Irish Times (praise for the UK edition)
“Reski’s book, written in an informal, first-person style rather than in academic mode,… takes readers on a journey through just about all the horror stories that Mafia crime has generated in Italy in the last 30 years.”
Financial Times (praise for the UK edition)
“[A] depressing tale of the mafia grip on society…. Reski’s reportage colourfully brings to life the sights, smells and sounds of Sicily, highlighting the robustly supportive role given to mafia murderers by their womenfolk.... [C]ompelling.”
Publishers Weekly“[I]ntriguing…. Reski continually stresses the Mafia organizations’ insidious nature in Italy and abroad as she visits town after town where the mob controls everything from politics to the church…. [H]er expertise is never in doubt.”
Julia Jenkins, librarian and blogger at pagesofjulia, for Shelf Awareness for Readers“[Reski’s] sketches of these ‘bad guys’ and their adversaries are intimate and contemplative, rooted in years of experience. Even while excoriating the actions and influence of the Mafia, she seems to feel respect, even affection, toward certain individuals, revealing a conflicted relationship much like the one she describes between the Italian public and its famous criminal organization…. [A] quiet poetry lurks in certain turns of phrase and carefully crafted images. The Honored Society is an unusually structured view into the strange and powerful world of the Italian Mafia.”
Philadelphia Inquirer
"As a journalist, Reski knows her topic as well as or better than anyone in the business. As a writer, she brings both insight and a sad poetry to her story."
New York Times
"[Readers] will not soon forget Reski's eerie descriptions of the tattered region of Calabria, in southern Italy, where the 'Ndrangheta' controls every breath anyone takes, every inch of road, every thought."
Library Journal
"This grim social and political history of the wildly successful criminal organizations hiding in plain sight throughout Italy will interest European history buffs, as well as Mafia and true crime fans."

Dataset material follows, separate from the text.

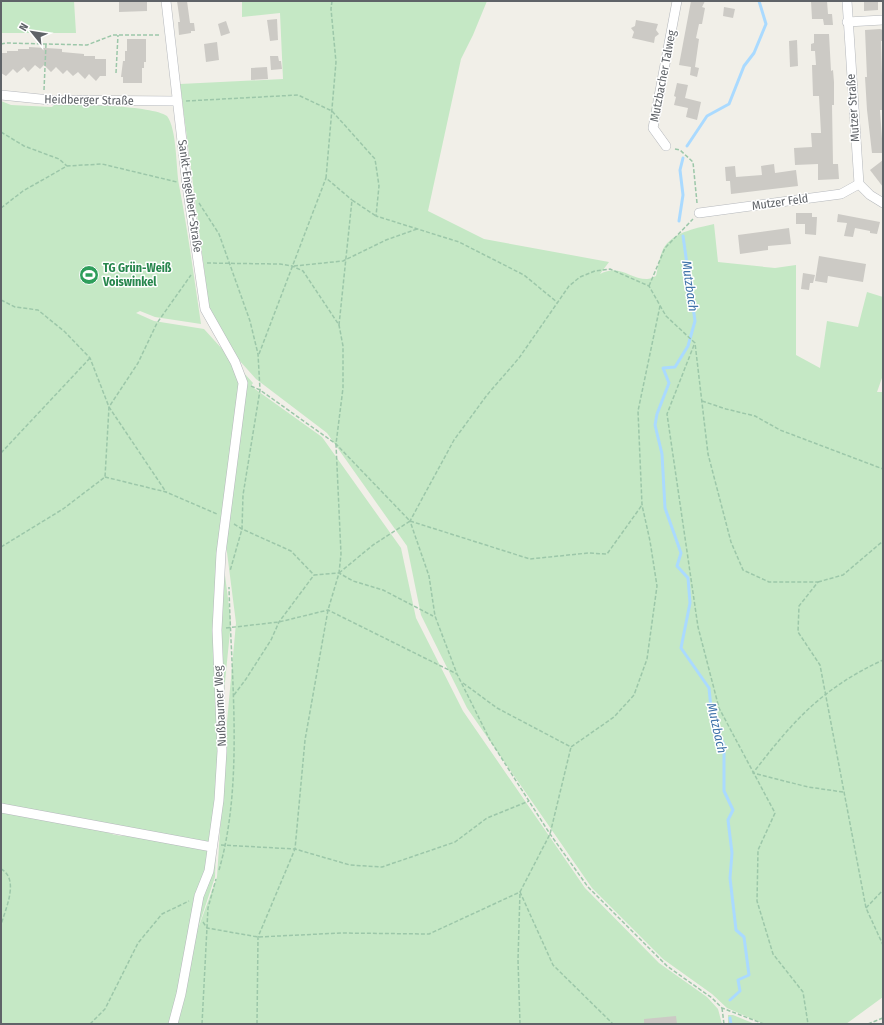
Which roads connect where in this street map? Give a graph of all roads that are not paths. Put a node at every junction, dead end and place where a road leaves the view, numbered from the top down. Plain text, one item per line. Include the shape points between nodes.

Journalist Reski personalizes her longtime coverage of the Italian Mafia in this short recent history of the organization. The author, who grew up in Germany, prefaces the book with an account of what she calls the "German mafia massacre," which she claims brought the Mafia's presence outside of Italy into the spotlight. The night when six Italian men were murdered in a German town sparked her writing of this book, which was published in Germany in 2008; Reski was immediately sued due to its contents. The trial resulted in some redacted passages, left as such for this American release. The blacked-out paragraphs are frustrating, a visible reminder of missing information that seems more tantalizing for its absence. The subject matter is mostly engrossing, but the treatment leaves something to be desired. The narrative is disjointed throughout, with a structure that leads to confusion for those not already familiar with the events. Reski covers major changes in law enforcement and the Mafia, not chronologically but in a series of insert-memory-here asides. While each memory's story is pertinent to an understanding of the many Mafia branches firmly rooted in Italy, it is easy to lose track of the history, particularly because many of the stories are intertwined. Will appeal to those interested in the Mafia, but casual readers may get caught up looking for the story and have a hard time absorbing the material.